The Aprilia SR 150 has always been lauded for its benchmark performance, and a look at the SR 160’s larger and more powerful motor suggests that the bar may have been pushed higher. However, our tests reveal otherwise.
In the transition to comply with BS6 norms, the cubic capacity of the air-cooled single has gone up slightly, from 154.8cc to 160cc, via an increase in the stroke from 58.6mm to 60.6mm. Meanwhile, the carburettor has been replaced with a fuel-injection system. The result of this is a 0.84hp increase in power and a 0.7Nm increase in torque.
The new BS6 engine sounds similar to the outgoing BS4 unit at idle.

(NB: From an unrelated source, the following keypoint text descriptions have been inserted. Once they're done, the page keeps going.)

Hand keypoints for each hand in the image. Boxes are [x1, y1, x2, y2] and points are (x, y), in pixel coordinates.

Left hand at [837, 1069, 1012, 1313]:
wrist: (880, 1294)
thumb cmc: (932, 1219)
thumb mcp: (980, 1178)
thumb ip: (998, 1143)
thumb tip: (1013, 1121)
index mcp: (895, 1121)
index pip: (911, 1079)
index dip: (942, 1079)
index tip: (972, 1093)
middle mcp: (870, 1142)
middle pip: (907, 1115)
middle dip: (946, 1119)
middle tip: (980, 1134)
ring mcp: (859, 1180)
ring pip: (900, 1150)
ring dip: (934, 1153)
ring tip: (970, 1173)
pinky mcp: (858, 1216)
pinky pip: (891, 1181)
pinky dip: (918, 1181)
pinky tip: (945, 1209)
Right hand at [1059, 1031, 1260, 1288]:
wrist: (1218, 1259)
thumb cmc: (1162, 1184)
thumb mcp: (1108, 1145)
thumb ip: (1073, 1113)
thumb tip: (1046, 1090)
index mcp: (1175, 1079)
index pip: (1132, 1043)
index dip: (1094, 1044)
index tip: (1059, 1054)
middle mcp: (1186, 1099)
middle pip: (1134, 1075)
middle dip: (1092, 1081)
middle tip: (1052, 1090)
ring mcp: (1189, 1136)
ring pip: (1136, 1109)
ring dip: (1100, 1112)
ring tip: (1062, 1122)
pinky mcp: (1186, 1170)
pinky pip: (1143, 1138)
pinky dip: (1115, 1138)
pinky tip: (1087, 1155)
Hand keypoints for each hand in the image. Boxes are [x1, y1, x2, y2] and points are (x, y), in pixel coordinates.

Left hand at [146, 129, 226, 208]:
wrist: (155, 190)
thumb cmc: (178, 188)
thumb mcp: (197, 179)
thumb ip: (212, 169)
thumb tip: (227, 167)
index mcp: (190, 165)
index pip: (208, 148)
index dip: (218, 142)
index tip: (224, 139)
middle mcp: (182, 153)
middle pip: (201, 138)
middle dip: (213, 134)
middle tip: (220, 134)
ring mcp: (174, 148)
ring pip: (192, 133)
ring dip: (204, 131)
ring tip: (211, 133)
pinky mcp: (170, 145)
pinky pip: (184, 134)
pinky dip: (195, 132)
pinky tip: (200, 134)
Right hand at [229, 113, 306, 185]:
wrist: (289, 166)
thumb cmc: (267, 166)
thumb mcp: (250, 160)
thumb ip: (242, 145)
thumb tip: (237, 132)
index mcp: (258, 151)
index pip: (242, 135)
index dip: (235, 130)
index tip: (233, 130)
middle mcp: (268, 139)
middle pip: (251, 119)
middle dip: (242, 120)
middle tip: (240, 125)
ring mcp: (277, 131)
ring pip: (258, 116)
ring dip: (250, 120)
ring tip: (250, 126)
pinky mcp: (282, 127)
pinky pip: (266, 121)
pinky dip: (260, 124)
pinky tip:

Crank up the engine and you’ll notice that it sounds similar to the BS4 unit at idle, despite the addition of the secondary catalytic converter. However, once you set off, you’ll find that the scooter feels notably smoother, and it remains that way until you cross the 70- 80kph mark. This smoothness, however, has come at the cost of the initial punch off the line that made the previous scooter a bit more exciting. This reduced feeling of urgency reflects in our performance tests as well. Clocking 7.96sec in the 0-60kph sprint, the SR 160 is 0.49sec slower than the SR 150 we tested last year. Nevertheless, it remains India’s quickest scooter, albeit by a slim margin over the 125cc scooters such as the BS6 Suzuki Access (0-60kph in 8.08sec).
As far as top speed is concerned, the SR160 managed to nudge past 90kph on the speedometer. Corresponding to the Vbox numbers, it is great to see that the speed displayed is now quite accurate and Aprilia has finally fixed the massive speedo error issue that exaggerated the SR 150’s top speed.